Copy every record word for word.
*** Records provided Section Begins ***
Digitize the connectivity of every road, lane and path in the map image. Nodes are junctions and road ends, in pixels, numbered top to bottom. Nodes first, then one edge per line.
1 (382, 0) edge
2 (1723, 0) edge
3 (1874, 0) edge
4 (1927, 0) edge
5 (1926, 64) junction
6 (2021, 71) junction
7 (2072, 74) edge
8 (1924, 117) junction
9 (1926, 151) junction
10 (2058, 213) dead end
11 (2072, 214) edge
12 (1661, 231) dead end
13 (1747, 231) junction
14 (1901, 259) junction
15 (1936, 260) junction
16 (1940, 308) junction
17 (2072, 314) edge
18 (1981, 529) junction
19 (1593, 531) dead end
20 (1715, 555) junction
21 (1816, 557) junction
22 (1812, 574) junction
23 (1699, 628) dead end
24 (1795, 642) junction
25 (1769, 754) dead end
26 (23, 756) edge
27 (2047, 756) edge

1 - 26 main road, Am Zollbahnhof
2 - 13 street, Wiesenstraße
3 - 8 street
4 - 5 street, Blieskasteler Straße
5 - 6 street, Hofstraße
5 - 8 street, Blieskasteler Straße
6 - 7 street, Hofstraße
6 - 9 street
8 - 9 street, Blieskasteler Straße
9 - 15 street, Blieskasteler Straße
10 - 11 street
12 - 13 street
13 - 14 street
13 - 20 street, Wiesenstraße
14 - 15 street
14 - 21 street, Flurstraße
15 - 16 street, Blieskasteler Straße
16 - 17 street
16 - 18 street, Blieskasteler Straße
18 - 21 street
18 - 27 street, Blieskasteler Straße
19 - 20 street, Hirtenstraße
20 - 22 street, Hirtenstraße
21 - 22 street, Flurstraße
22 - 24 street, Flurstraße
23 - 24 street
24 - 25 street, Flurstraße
*** Records provided Section Ends ***
Answer to this problem:
Digitize the connectivity of every road, lane and path in the map image. Nodes are junctions and road ends, in pixels, numbered top to bottom. Nodes first, then one edge per line.
1 (382, 0) edge
2 (1723, 0) edge
3 (1874, 0) edge
4 (1927, 0) edge
5 (1926, 64) junction
6 (2021, 71) junction
7 (2072, 74) edge
8 (1924, 117) junction
9 (1926, 151) junction
10 (2058, 213) dead end
11 (2072, 214) edge
12 (1661, 231) dead end
13 (1747, 231) junction
14 (1901, 259) junction
15 (1936, 260) junction
16 (1940, 308) junction
17 (2072, 314) edge
18 (1981, 529) junction
19 (1593, 531) dead end
20 (1715, 555) junction
21 (1816, 557) junction
22 (1812, 574) junction
23 (1699, 628) dead end
24 (1795, 642) junction
25 (1769, 754) dead end
26 (23, 756) edge
27 (2047, 756) edge

1 - 26 main road, Am Zollbahnhof
2 - 13 street, Wiesenstraße
3 - 8 street
4 - 5 street, Blieskasteler Straße
5 - 6 street, Hofstraße
5 - 8 street, Blieskasteler Straße
6 - 7 street, Hofstraße
6 - 9 street
8 - 9 street, Blieskasteler Straße
9 - 15 street, Blieskasteler Straße
10 - 11 street
12 - 13 street
13 - 14 street
13 - 20 street, Wiesenstraße
14 - 15 street
14 - 21 street, Flurstraße
15 - 16 street, Blieskasteler Straße
16 - 17 street
16 - 18 street, Blieskasteler Straße
18 - 21 street
18 - 27 street, Blieskasteler Straße
19 - 20 street, Hirtenstraße
20 - 22 street, Hirtenstraße
21 - 22 street, Flurstraße
22 - 24 street, Flurstraße
23 - 24 street
24 - 25 street, Flurstraße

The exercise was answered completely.